Overview of Hierarchical Data Processing with Schema Changes
Overview of Hierarchical Data Processing with Schema Changes
You can use dynamic complex ports to manage schema changes to hierarchical data. You use dynamic ports to receive new and changed hierarchical data columns from a dynamic complex file source. Then, to manage schema or metadata changes of a complex port, you use dynamic complex ports.
To process hierarchical data on the Spark engine, you use complex ports in transformations. To handle metadata changes at run time, you create dynamic mappings with dynamic ports. A dynamic port can propagate hierarchical data through a generated port of a complex data type. However, if the schema of the hierarchical data change at run time, you must use dynamic complex ports to pass hierarchical data in the mapping.
Complex ports require you to specify the type configuration based on the data type of the elements in an array or a map or the schema of a struct. With dynamic complex ports, you do not have to specify the type configuration for a hierarchical column. For example, you do not have to specify a complex data type definition for a dynamic struct.
With dynamic complex ports, you can perform the following tasks in a dynamic mapping:
Receive new or changed elements of a complex port if the schema of the complex port changes at run time.
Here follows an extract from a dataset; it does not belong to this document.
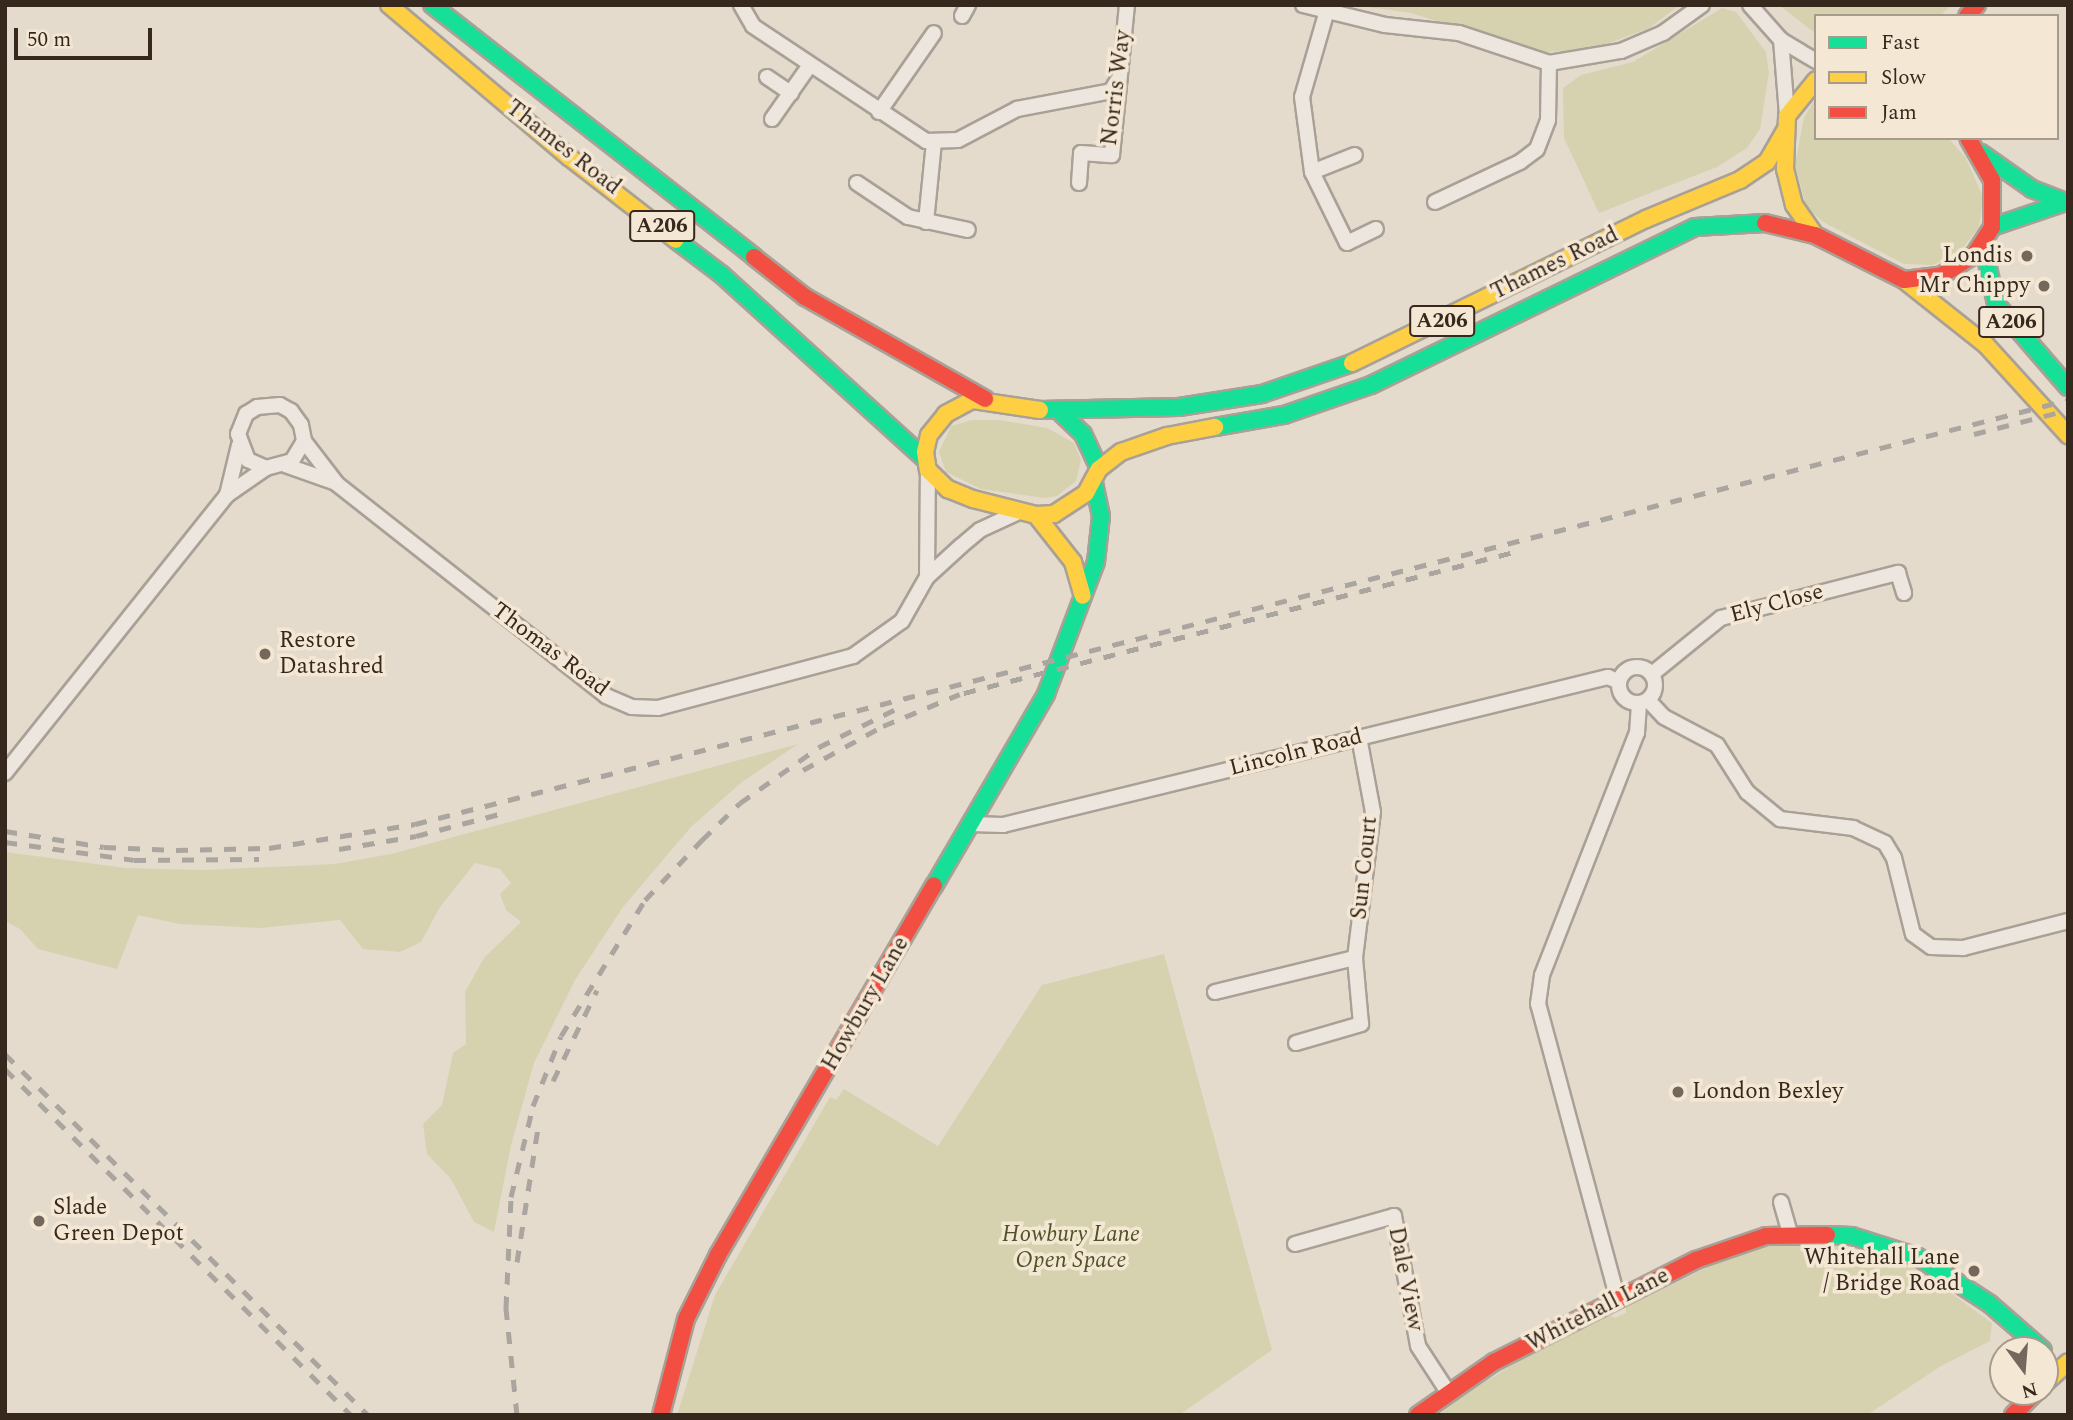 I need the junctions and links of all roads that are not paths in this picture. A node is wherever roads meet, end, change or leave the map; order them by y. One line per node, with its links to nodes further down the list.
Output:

Modify hierarchical data or filter elements of a hierarchical data with input rules for a dynamic complex port.
Extract elements of a hierarchical data that might have schema changes at run time using complex operators.
Generate arrays and structs with dynamic expressions that use complex functions.
For more information about dynamic mappings, see the
Informatica Developer Mapping Guide
.
You cannot process hierarchical data with schema changes on the Databricks Spark engine.